The input is a set. The numbers {3, 1, 4, 1, 5} and {5, 4, 3, 1, 1} and {1, 3, 1, 5, 4} are all the same input. The answer should be identical regardless of how you arrange them. But an LSTM reads left to right. It sees 3-then-1-then-4 as a fundamentally different sequence from 5-then-4-then-3. You are forcing an order onto data that has none.

The central tension: Seq2seq models are built for sequences. But many real problems involve sets — unordered collections where any arrangement is equally valid. Forcing an arbitrary order onto a set injects a false assumption into your model. This paper asks: does that assumption hurt? (Yes, dramatically.) And what can we do about it?

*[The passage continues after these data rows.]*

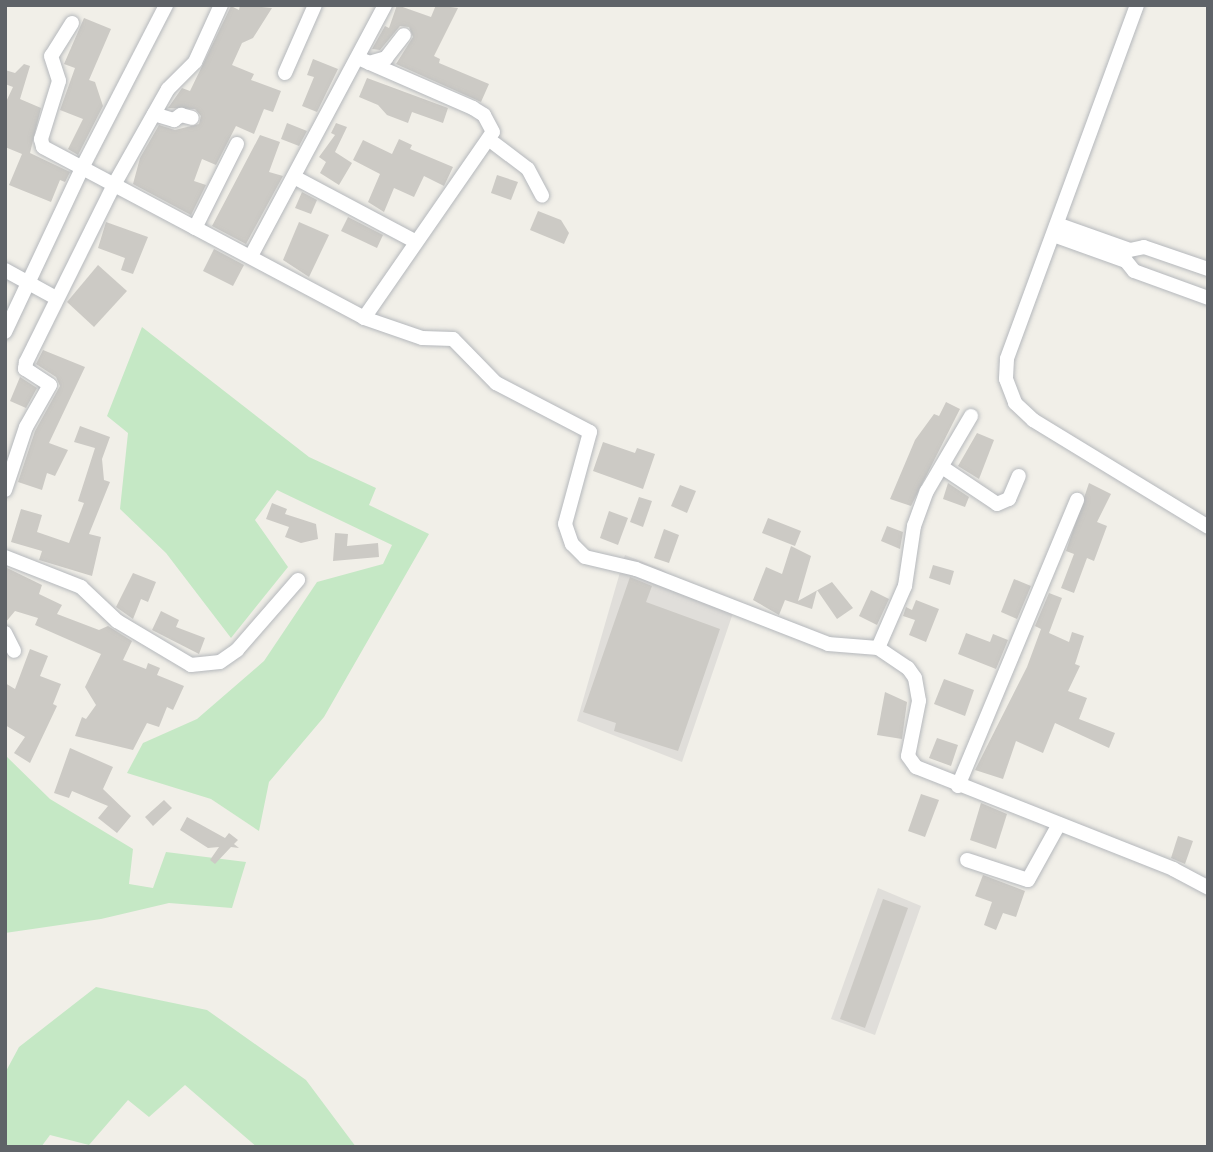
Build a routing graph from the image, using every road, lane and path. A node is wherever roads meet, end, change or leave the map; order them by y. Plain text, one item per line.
1 (166, 5) edge
2 (222, 5) edge
3 (315, 5) edge
4 (385, 5) edge
5 (1137, 5) edge
6 (72, 23) dead end
7 (404, 34) dead end
8 (364, 61) junction
9 (285, 74) dead end
10 (154, 114) junction
11 (192, 118) dead end
12 (491, 141) junction
13 (237, 144) dead end
14 (89, 169) junction
15 (294, 177) junction
16 (113, 182) junction
17 (542, 195) dead end
18 (195, 228) junction
19 (1055, 230) junction
20 (416, 242) junction
21 (1128, 255) junction
22 (251, 256) junction
23 (1208, 269) edge
24 (5, 270) edge
25 (29, 282) junction
26 (56, 298) junction
27 (1208, 298) edge
28 (364, 318) junction
29 (5, 332) edge
30 (971, 416) dead end
31 (942, 467) junction
32 (1019, 476) dead end
33 (5, 490) edge
34 (1077, 500) dead end
35 (1208, 527) edge
36 (5, 557) edge
37 (298, 580) dead end
38 (5, 633) edge
39 (878, 648) junction
40 (14, 651) dead end
41 (958, 786) junction
42 (1059, 824) junction
43 (967, 860) dead end
44 (1208, 888) edge

1 - 14 street
2 - 10 street
3 - 9 street
4 - 8 street
5 - 19 street
6 - 14 street
7 - 8 street
8 - 12 street
8 - 15 street
10 - 11 street
10 - 16 street
12 - 17 street
12 - 20 street
13 - 18 street
14 - 16 street
14 - 25 street
15 - 20 street
15 - 22 street
16 - 18 street
16 - 26 street
18 - 22 street
19 - 21 street
19 - 35 street
20 - 28 street
21 - 23 street
21 - 27 street
22 - 28 street
24 - 25 street
25 - 26 street
25 - 29 street
26 - 33 street
28 - 39 street
30 - 31 street
31 - 32 street
31 - 39 street
34 - 41 street
36 - 37 street
38 - 40 street
39 - 41 street
41 - 42 street
42 - 43 street
42 - 44 street

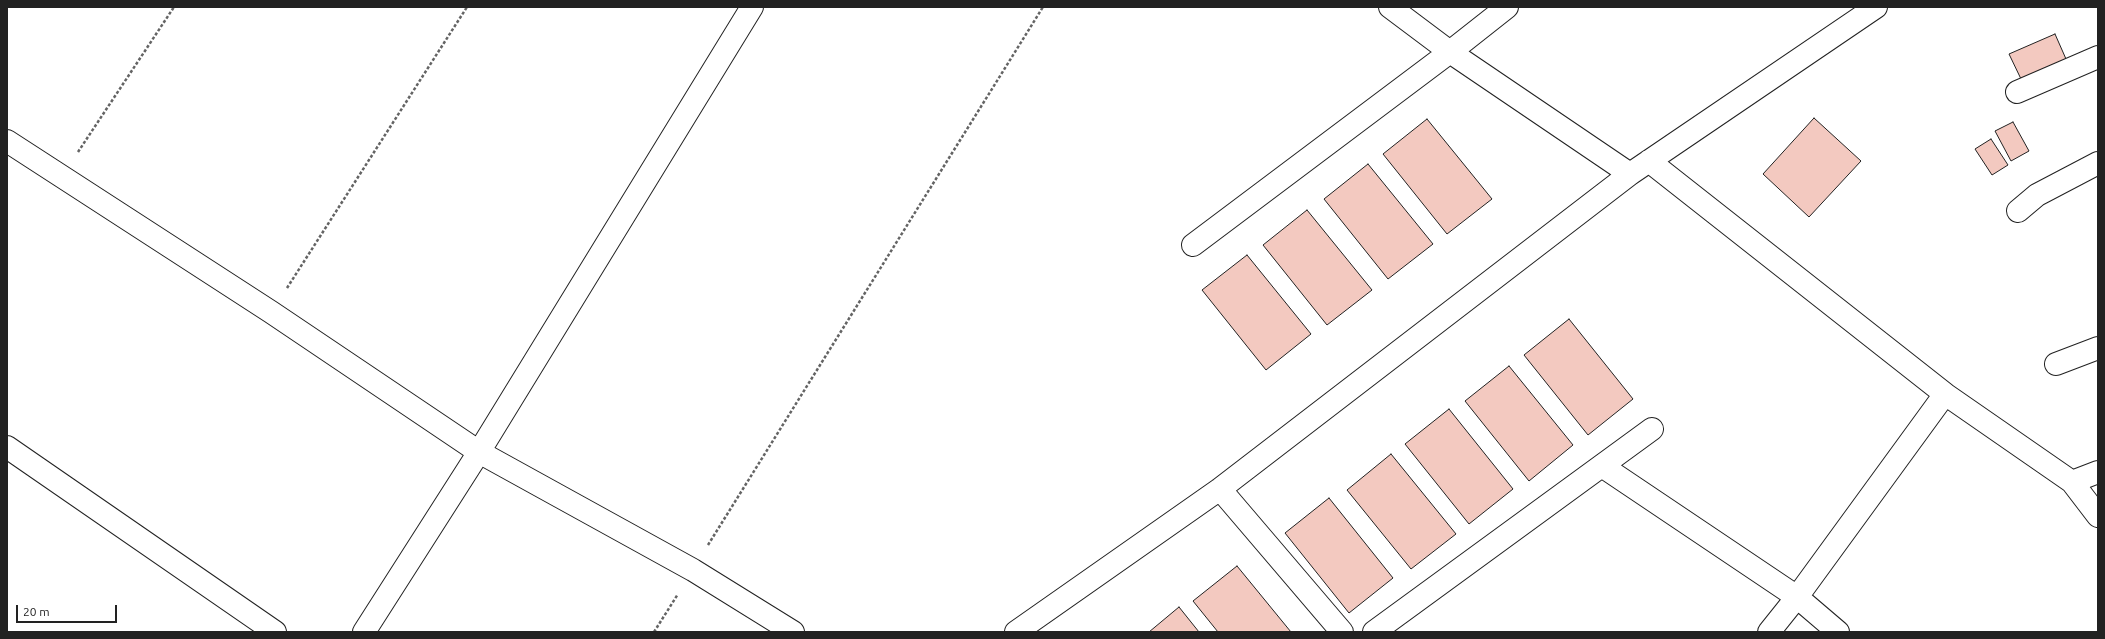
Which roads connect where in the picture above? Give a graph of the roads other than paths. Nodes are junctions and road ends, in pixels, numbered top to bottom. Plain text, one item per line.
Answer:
1 (752, 7) edge
2 (1390, 7) edge
3 (1507, 7) edge
4 (1876, 7) edge
5 (1450, 52) junction
6 (2098, 56) edge
7 (2016, 92) dead end
8 (7, 141) edge
9 (1649, 161) junction
10 (2098, 163) edge
11 (1630, 174) junction
12 (2018, 211) dead end
13 (1193, 245) dead end
14 (2098, 348) edge
15 (2056, 364) dead end
16 (1945, 394) junction
17 (1652, 429) dead end
18 (7, 447) edge
19 (479, 452) junction
20 (1602, 466) junction
21 (2098, 472) edge
22 (2072, 482) junction
23 (1220, 489) junction
24 (2098, 516) edge
25 (1797, 597) junction
26 (275, 632) edge
27 (364, 632) edge
28 (793, 632) edge
29 (1016, 632) edge
30 (1342, 632) edge
31 (1374, 632) edge
32 (1770, 632) edge
33 (1838, 632) edge

1 - 19 street
2 - 5 street
3 - 5 street
4 - 9 street
5 - 11 street
5 - 13 street
6 - 7 street
8 - 19 street
9 - 11 street
9 - 16 street
10 - 12 street
11 - 23 street
14 - 15 street
16 - 22 street
16 - 25 street
17 - 20 street
18 - 26 street
19 - 27 street
19 - 28 street
20 - 25 street
20 - 31 street
21 - 22 street
22 - 24 street
23 - 29 street
23 - 30 street
25 - 32 street
25 - 33 street

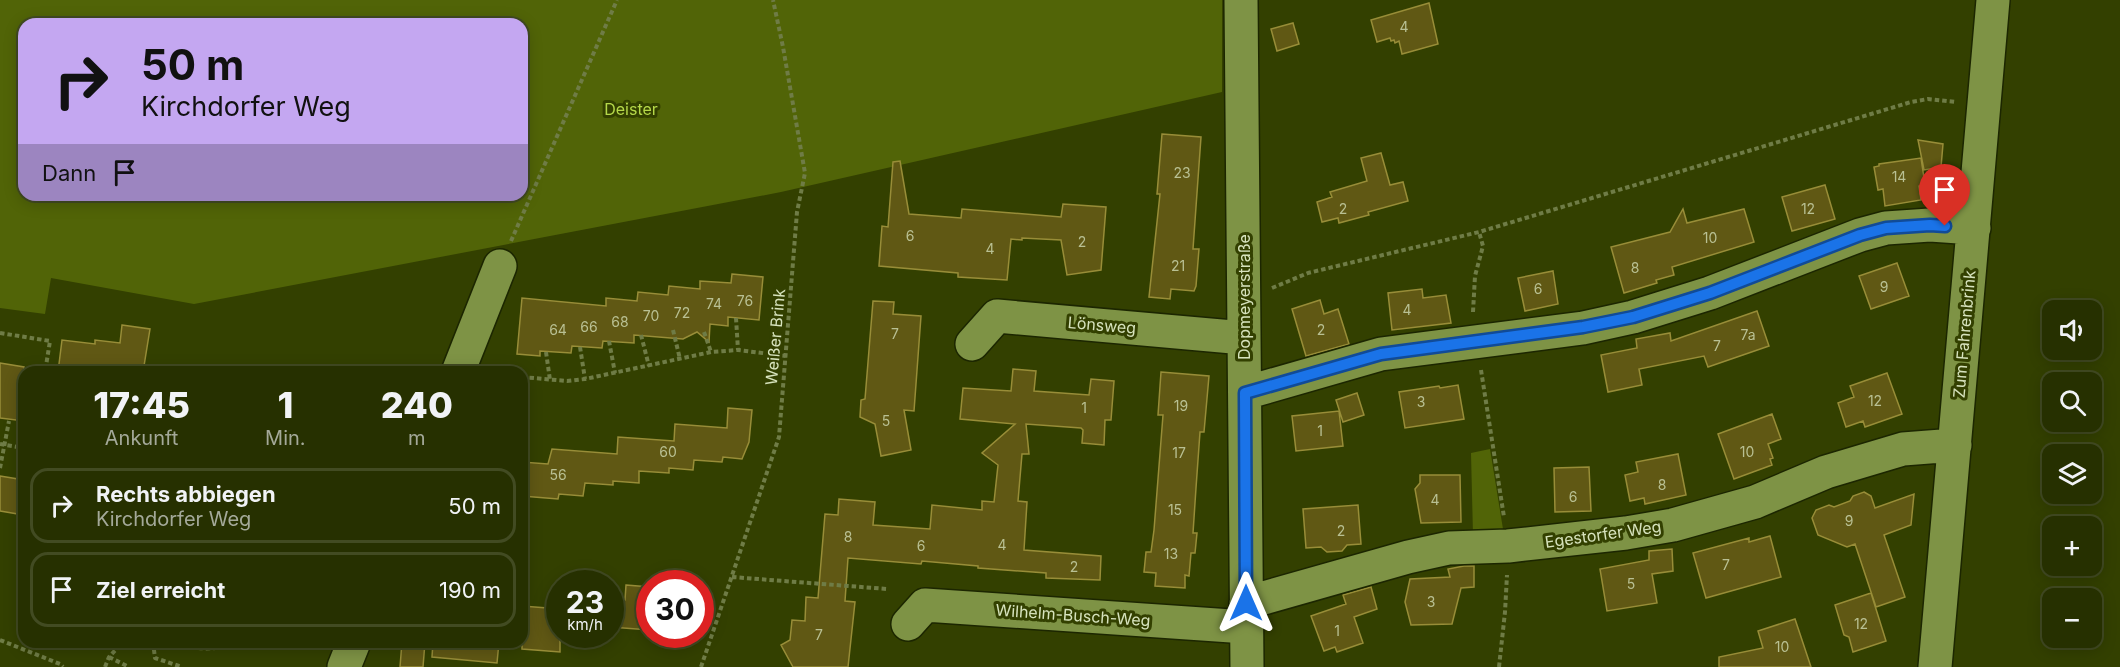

The problem cuts both ways. Sometimes the input is a set (like numbers to sort, or objects detected in an image). Sometimes the output is a set (like predicting which objects are in a scene, where the order of your predictions shouldn't matter). Sometimes both are sets.

Vinyals, Bengio and Kudlur tackle both sides. For input sets, they propose the Read-Process-and-Write architecture, which uses attention to build an order-invariant encoding. For output sets, they propose searching over orderings during training, letting the model discover the best order on its own.

Why is it problematic to feed a set of numbers into an LSTM in some arbitrary order?

Because LSTMs can only handle fixed-length inputs Because the LSTM treats the input as a sequence with meaningful order, injecting a false assumption about structure that doesn't exist Because LSTMs cannot process numerical data

Chapter 1: The Chain Rule Trap

Seq2seq models work by decomposing the output probability using the chain rule:

P(Y|X) = ∏_t=1^T P(y_t | y₁, ..., y_t-1, X)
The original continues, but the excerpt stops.